Bu düşünsel uğraşlarda sıkça karşılaşılan bir anlatı kalıbı, benim dünyayı birinci şahıs olarak deneyimlememin bedenimden aktarılabilir bir şey olabileceği fikridir. Elbette bu düşünce ne yenidir ne de bilim kurgu aracılığıyla bilinç hakkında spekülasyon yapan filozoflarla sınırlıdır. Aynı kibir, ruhun ölümsüzlüğü ve reenkarnasyona dair eski ve güncel dini inançlara da hayat vermektedir.

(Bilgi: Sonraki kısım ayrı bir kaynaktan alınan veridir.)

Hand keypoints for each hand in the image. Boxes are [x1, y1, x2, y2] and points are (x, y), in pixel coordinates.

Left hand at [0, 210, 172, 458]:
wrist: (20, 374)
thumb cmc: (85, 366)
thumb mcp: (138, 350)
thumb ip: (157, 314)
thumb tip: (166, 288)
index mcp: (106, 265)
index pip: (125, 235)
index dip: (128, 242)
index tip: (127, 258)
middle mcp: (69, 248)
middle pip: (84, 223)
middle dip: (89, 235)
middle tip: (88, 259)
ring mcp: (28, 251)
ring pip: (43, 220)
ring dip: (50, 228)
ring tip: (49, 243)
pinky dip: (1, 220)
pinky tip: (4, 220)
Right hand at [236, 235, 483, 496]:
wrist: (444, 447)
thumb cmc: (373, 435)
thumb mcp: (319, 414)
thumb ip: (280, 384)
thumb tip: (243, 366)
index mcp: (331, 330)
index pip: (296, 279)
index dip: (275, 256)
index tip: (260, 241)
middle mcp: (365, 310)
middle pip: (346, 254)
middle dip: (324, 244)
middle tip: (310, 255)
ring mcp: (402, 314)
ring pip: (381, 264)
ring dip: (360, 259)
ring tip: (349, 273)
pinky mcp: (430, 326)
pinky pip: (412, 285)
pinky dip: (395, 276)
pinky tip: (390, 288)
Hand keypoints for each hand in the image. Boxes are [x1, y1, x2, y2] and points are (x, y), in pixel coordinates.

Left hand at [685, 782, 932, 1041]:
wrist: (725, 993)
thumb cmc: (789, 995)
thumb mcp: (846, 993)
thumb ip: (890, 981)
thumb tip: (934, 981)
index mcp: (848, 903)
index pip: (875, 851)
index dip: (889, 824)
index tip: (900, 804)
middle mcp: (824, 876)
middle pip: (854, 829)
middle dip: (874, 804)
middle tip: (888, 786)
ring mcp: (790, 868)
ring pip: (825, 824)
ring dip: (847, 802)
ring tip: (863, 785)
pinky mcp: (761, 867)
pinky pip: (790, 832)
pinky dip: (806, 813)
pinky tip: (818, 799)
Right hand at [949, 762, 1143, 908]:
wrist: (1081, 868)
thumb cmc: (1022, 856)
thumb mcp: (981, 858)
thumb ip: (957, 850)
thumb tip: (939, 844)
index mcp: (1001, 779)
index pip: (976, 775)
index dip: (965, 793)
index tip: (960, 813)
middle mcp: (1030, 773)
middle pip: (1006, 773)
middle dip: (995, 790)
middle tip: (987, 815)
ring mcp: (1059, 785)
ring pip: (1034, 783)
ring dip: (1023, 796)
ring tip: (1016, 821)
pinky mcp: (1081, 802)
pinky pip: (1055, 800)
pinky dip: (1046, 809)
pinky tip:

Platon’un Phaedo adlı diyalogunda, Sokrates’in kendi ruhunun ölümünden sonra da varlığını sürdüreceğine inandığını öğreniriz. Bu düşüncenin daha yeni bir tezahürü, bilinci saf bilgi olarak hayal eder—ölmeden önce yazılıma kodlanıp bir ana bilgisayara yüklenebilecek ve böylece yaşamı süresiz biçimde uzatabilecek bir şey olarak. Nitekim, insanlarla makinelerin birleştiği o yaklaşmakta olan an için “tekillik” kelimesinin kullanımını popüler hâle getiren fütürist Ray Kurzweil’in, böyle bir arayüz mümkün olur olmaz anılarını yüklemeyi planladığı bildiriliyor. Kurzweil, babasının bir yapay zekâ versiyonunu da yaratmış durumda ve bu versiyon her ne kadar nispeten ilkel bir biçimde olsa da, onun mezarın ötesinde babasıyla bir tür ilişki yaşamasına imkân tanıdığını iddia ediyor. Ancak, varoluşun birinci şahıs deneyimini tamamen açıklayabileceğimiz, yeniden üretebileceğimiz, erişebileceğimiz ya da bedenler arasında aktarabileceğimiz bir şey olarak düşünmek, Kurzweil’in bel bağladığı türden değil, bambaşka bir türde bir tekillik gerektirir.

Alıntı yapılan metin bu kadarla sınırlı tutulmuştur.